[Try it] Lines of the data that contain the word "Свободный" are the ones to copy.

[Collected data entries]
= Beginning of Section =

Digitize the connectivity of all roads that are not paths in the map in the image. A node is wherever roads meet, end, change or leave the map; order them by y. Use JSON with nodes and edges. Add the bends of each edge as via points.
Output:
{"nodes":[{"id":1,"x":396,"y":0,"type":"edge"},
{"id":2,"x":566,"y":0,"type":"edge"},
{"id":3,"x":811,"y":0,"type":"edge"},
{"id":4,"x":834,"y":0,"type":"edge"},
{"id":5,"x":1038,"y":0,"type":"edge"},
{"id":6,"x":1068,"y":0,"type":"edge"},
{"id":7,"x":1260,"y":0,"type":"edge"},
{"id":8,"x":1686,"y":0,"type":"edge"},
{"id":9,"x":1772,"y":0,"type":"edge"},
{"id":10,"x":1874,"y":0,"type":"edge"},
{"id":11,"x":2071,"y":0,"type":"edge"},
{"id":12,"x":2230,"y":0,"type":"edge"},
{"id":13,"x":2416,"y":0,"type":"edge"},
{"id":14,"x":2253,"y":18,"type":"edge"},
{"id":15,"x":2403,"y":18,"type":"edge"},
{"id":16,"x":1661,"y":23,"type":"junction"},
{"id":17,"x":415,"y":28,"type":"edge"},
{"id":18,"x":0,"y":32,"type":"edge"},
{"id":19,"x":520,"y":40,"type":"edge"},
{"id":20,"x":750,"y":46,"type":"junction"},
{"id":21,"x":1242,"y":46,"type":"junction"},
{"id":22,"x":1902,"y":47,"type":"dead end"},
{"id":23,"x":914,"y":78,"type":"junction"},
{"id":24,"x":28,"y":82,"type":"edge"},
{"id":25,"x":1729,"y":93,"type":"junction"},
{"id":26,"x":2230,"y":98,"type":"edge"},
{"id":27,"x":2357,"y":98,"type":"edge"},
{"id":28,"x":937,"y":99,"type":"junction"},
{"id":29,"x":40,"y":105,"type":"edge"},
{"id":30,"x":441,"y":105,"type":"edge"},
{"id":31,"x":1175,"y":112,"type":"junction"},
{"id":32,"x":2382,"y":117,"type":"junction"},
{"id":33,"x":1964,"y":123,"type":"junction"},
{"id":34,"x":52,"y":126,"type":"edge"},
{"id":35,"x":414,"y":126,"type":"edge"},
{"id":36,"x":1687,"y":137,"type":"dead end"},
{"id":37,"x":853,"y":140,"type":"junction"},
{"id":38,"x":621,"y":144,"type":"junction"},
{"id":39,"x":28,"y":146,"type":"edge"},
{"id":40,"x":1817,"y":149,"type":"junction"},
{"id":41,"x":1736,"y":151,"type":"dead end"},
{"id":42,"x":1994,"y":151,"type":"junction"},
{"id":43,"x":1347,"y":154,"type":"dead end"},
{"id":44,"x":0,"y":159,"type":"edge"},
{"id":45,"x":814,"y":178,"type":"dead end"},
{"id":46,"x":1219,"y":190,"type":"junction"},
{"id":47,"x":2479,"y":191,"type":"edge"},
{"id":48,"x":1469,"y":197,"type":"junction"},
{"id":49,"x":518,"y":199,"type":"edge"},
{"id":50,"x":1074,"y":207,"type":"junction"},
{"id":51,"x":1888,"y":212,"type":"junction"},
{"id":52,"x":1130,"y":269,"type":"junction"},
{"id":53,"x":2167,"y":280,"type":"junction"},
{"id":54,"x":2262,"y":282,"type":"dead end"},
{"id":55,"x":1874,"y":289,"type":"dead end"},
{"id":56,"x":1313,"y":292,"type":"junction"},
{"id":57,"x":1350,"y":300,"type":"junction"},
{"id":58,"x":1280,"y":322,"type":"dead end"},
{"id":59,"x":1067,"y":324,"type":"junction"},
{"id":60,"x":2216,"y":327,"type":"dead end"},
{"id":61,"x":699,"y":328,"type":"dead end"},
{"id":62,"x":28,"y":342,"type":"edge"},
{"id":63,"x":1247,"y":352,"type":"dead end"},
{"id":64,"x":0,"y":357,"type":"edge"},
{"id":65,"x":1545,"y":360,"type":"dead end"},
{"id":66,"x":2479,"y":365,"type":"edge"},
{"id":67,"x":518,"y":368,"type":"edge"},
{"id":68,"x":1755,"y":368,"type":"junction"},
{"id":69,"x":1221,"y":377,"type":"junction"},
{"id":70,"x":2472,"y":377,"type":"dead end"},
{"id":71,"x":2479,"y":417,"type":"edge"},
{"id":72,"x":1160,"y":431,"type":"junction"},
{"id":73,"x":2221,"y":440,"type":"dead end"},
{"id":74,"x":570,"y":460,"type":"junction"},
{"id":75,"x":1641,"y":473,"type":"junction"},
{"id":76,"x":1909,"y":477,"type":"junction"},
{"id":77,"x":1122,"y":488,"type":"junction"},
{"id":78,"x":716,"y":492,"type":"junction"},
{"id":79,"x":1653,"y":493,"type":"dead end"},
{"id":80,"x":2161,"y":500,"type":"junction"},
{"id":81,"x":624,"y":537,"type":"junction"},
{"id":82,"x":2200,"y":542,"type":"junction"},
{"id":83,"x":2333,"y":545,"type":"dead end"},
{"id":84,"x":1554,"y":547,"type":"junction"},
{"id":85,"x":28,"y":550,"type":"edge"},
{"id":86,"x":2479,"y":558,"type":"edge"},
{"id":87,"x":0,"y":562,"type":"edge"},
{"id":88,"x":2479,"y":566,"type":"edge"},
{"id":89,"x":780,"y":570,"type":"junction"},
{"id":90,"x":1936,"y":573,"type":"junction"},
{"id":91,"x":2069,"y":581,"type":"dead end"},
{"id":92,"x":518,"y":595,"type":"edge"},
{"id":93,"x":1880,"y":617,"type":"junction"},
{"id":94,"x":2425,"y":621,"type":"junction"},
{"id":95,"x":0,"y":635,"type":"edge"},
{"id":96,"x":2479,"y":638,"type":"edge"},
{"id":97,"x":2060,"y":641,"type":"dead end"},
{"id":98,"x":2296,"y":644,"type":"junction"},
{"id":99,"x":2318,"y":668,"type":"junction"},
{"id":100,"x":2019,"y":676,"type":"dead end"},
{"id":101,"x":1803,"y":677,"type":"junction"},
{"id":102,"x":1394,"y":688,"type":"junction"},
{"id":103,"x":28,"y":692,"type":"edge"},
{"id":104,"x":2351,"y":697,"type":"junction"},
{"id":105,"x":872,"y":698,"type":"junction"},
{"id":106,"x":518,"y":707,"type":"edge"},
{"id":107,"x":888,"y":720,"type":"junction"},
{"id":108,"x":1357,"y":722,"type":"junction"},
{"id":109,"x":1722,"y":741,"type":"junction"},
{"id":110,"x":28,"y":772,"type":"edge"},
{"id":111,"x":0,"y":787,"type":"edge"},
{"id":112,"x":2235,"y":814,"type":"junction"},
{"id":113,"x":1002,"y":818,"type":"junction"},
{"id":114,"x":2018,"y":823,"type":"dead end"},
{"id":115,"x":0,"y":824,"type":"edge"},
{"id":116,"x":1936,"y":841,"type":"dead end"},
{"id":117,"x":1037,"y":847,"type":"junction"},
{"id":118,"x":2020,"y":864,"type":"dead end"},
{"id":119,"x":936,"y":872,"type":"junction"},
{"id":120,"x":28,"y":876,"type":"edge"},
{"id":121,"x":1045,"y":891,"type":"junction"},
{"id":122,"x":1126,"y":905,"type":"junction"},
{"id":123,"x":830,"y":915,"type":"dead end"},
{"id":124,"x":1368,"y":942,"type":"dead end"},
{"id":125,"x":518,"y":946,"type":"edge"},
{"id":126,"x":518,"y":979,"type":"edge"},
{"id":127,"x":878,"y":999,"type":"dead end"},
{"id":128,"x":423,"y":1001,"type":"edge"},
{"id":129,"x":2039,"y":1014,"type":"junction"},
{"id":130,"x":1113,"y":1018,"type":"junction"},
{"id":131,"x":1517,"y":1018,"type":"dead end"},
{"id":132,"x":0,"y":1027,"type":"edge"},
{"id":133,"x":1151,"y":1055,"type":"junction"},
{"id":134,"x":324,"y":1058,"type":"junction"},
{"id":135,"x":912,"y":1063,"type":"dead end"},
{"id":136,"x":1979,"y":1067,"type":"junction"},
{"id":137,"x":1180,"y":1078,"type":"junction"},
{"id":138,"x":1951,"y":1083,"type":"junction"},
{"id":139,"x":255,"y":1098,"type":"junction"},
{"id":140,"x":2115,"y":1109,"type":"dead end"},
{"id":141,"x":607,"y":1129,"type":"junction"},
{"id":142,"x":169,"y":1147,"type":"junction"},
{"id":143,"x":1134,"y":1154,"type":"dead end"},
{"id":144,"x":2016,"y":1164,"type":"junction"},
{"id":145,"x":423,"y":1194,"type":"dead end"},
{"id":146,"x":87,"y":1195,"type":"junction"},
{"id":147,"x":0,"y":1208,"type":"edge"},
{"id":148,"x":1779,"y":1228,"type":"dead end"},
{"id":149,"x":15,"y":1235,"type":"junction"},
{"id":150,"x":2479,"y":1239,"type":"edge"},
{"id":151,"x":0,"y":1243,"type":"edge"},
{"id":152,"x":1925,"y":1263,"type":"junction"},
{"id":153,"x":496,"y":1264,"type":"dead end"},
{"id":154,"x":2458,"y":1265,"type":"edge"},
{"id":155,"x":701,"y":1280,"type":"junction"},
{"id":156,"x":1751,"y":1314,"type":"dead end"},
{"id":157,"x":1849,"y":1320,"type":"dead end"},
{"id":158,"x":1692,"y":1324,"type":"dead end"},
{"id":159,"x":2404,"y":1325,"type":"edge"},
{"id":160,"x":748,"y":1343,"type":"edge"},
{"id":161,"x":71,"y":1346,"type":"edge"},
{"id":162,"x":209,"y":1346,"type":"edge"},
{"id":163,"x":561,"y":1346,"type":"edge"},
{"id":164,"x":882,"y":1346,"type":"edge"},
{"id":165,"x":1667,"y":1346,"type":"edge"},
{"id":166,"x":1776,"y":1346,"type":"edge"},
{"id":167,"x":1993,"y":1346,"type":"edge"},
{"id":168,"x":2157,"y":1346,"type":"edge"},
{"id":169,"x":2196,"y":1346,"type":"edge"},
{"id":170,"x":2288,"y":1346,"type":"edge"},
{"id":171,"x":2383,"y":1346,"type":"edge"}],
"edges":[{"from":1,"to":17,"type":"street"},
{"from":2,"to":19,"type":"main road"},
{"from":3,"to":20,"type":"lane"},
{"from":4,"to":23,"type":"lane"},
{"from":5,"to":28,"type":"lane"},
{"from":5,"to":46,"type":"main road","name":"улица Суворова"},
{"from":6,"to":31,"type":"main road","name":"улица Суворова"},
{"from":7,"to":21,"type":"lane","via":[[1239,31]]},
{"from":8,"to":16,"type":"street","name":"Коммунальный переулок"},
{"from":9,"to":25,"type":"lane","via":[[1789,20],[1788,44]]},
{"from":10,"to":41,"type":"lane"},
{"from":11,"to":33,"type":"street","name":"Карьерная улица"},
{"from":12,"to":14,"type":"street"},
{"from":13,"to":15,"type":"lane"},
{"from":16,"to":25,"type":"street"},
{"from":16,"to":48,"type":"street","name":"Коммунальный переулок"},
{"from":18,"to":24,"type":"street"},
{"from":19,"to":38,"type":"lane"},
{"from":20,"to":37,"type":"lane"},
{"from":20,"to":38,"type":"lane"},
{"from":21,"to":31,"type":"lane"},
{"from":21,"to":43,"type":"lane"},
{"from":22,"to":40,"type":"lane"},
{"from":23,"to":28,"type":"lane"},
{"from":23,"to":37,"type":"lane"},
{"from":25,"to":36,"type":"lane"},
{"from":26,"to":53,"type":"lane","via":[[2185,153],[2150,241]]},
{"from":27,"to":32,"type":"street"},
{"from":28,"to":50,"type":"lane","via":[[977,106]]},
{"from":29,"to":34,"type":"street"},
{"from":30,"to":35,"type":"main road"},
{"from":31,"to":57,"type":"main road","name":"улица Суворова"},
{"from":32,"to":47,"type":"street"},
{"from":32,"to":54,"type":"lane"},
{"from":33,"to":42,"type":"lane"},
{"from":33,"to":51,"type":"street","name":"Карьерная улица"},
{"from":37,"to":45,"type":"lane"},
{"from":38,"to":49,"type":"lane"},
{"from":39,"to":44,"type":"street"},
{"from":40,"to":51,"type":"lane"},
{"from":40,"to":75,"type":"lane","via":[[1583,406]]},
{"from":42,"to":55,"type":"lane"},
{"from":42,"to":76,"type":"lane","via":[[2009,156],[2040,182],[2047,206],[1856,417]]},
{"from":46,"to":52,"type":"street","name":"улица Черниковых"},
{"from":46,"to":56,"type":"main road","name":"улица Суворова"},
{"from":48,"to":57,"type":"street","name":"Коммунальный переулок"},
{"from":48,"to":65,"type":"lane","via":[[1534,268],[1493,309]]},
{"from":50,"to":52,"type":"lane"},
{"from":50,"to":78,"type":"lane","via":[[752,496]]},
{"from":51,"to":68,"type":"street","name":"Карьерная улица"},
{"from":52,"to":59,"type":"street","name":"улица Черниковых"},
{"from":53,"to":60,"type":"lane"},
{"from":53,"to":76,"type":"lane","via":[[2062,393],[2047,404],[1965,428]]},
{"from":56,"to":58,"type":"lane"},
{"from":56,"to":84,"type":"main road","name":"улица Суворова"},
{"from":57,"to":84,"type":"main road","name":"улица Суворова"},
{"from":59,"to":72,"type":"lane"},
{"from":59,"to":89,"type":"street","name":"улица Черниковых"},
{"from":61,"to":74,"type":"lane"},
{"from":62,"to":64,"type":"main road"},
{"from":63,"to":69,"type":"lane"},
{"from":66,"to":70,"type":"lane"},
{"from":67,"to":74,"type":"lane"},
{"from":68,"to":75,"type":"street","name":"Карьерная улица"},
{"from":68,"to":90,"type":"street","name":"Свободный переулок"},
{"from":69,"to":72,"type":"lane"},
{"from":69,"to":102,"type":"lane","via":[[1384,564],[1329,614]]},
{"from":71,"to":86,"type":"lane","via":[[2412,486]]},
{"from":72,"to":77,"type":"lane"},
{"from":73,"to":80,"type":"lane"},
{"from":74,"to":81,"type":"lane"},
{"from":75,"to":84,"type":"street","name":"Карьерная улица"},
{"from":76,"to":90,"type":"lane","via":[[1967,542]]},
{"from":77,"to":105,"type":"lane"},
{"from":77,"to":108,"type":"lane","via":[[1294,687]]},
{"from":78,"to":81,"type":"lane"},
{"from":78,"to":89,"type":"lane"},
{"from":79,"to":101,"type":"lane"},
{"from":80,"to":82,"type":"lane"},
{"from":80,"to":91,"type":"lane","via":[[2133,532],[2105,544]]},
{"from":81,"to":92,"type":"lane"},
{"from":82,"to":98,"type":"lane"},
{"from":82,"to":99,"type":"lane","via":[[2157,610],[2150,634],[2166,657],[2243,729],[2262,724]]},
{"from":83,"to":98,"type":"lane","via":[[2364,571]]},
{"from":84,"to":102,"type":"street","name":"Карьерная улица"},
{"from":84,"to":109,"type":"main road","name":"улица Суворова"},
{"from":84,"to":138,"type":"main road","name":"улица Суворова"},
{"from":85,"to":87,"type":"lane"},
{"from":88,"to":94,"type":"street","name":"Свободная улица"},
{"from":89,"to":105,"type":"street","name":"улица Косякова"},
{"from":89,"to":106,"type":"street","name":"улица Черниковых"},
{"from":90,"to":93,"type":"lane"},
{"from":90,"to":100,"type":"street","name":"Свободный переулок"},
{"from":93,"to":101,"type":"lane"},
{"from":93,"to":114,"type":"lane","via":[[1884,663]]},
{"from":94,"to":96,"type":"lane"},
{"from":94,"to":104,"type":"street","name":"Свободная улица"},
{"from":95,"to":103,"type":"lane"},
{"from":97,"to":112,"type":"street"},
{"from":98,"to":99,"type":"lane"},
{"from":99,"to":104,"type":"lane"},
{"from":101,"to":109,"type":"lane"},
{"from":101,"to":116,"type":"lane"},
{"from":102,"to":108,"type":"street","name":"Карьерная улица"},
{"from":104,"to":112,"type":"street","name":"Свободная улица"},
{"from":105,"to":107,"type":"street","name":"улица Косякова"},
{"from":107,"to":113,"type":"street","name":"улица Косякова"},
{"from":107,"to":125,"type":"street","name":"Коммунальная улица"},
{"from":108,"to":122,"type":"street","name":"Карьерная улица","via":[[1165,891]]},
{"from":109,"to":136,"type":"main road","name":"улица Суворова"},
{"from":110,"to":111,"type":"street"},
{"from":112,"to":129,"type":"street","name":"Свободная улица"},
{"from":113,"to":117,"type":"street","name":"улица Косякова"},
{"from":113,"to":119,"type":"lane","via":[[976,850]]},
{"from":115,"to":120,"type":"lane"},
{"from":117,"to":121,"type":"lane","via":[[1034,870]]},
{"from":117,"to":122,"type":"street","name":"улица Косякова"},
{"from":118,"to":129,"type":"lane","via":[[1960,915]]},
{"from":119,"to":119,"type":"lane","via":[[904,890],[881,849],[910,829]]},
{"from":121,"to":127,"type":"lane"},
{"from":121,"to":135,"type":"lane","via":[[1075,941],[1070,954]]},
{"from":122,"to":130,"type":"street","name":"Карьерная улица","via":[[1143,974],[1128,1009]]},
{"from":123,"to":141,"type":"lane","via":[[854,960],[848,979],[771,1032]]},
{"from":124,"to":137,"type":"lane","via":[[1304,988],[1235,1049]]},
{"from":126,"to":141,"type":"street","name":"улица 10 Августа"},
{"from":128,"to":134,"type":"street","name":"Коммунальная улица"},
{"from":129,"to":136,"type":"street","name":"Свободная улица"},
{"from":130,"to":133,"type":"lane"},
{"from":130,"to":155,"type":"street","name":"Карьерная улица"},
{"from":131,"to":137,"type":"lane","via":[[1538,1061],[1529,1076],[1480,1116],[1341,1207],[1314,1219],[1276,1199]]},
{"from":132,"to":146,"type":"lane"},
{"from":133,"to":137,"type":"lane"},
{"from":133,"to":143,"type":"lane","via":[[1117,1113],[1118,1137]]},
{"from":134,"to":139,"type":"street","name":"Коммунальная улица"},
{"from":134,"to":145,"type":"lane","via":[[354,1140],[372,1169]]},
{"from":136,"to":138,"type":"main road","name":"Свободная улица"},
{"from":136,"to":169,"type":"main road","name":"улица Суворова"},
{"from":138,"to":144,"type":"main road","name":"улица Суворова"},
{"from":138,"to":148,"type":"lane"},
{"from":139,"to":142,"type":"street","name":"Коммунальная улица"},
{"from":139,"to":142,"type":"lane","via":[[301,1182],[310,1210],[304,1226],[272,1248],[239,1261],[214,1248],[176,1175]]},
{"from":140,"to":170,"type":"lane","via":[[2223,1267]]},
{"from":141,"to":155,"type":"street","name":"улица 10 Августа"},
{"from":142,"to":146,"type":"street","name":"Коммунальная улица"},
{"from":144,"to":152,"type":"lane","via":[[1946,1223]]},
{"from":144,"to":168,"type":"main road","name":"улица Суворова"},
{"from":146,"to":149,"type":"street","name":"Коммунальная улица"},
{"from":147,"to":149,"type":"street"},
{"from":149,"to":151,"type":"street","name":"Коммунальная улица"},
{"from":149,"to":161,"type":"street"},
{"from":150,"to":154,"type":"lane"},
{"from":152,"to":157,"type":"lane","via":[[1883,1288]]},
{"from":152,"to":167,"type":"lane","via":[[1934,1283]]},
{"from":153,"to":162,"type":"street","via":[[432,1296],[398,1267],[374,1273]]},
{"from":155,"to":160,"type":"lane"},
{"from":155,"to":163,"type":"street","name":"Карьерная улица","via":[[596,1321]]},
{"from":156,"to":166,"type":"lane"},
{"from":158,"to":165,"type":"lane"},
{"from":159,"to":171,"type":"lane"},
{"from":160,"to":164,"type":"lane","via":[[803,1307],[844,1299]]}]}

= End of Section =

[Task output]
{"from":68,"to":90,"type":"street","name":"Свободный переулок"},
{"from":90,"to":100,"type":"street","name":"Свободный переулок"},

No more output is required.